Repeat the lines below exactly as they appear, but leave out the images.

◆ Stored data ◆
------------------------------

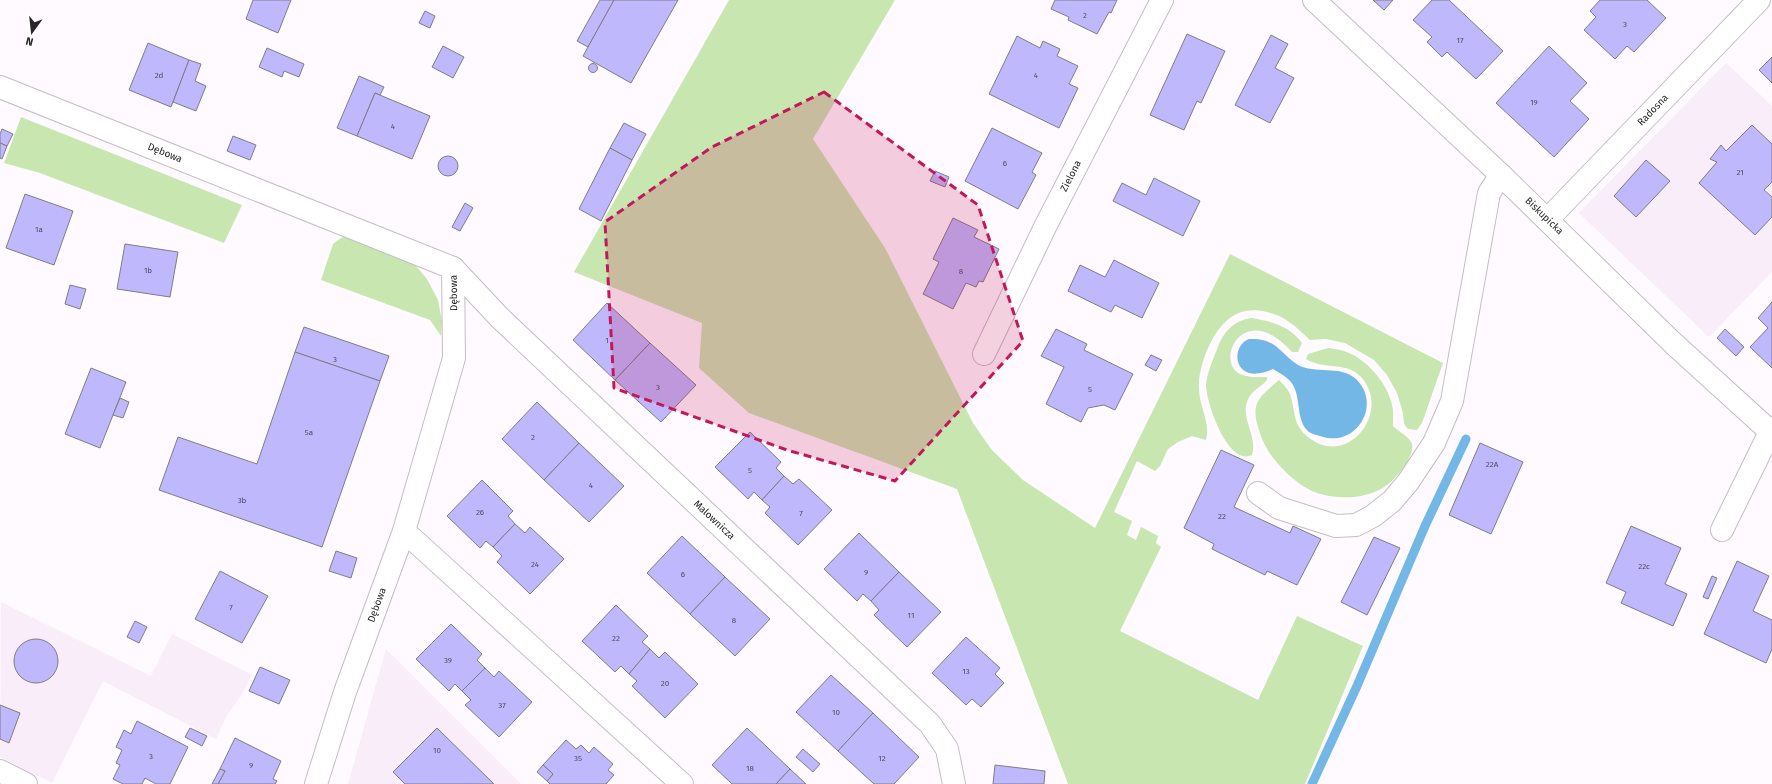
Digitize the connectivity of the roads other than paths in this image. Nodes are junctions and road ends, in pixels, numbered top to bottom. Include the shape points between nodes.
1 (1162, 0) edge
2 (1314, 0) edge
3 (1758, 0) edge
4 (0, 87) edge
5 (1501, 175) junction
6 (1548, 219) junction
7 (453, 268) junction
8 (984, 354) dead end
9 (1771, 431) edge
10 (1258, 493) dead end
11 (1722, 530) dead end
12 (404, 531) junction
13 (0, 771) edge
14 (26, 784) edge
15 (316, 784) edge
16 (682, 784) edge
17 (954, 784) edge

1 - 8 street, Zielona via 1046,225
2 - 5 street, Biskupicka
3 - 6 street, Radosna
4 - 7 street, Dębowa
5 - 6 street, Biskupicka
5 - 10 street via 1489,193 1452,401 1434,443 1408,482 1392,501 1356,525 1336,526 1279,508
6 - 9 street, Biskupicka via 1674,344
7 - 12 street, Dębowa via 454,358
7 - 17 street, Malownicza via 500,318 930,724 947,750
9 - 11 street
12 - 15 street, Dębowa via 345,692
12 - 16 street
13 - 14 street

------------------------------

◆ Result ◆
Digitize the connectivity of the roads other than paths in this image. Nodes are junctions and road ends, in pixels, numbered top to bottom. Include the shape points between nodes.
1 (1162, 0) edge
2 (1314, 0) edge
3 (1758, 0) edge
4 (0, 87) edge
5 (1501, 175) junction
6 (1548, 219) junction
7 (453, 268) junction
8 (984, 354) dead end
9 (1771, 431) edge
10 (1258, 493) dead end
11 (1722, 530) dead end
12 (404, 531) junction
13 (0, 771) edge
14 (26, 784) edge
15 (316, 784) edge
16 (682, 784) edge
17 (954, 784) edge

1 - 8 street, Zielona via 1046,225
2 - 5 street, Biskupicka
3 - 6 street, Radosna
4 - 7 street, Dębowa
5 - 6 street, Biskupicka
5 - 10 street via 1489,193 1452,401 1434,443 1408,482 1392,501 1356,525 1336,526 1279,508
6 - 9 street, Biskupicka via 1674,344
7 - 12 street, Dębowa via 454,358
7 - 17 street, Malownicza via 500,318 930,724 947,750
9 - 11 street
12 - 15 street, Dębowa via 345,692
12 - 16 street
13 - 14 street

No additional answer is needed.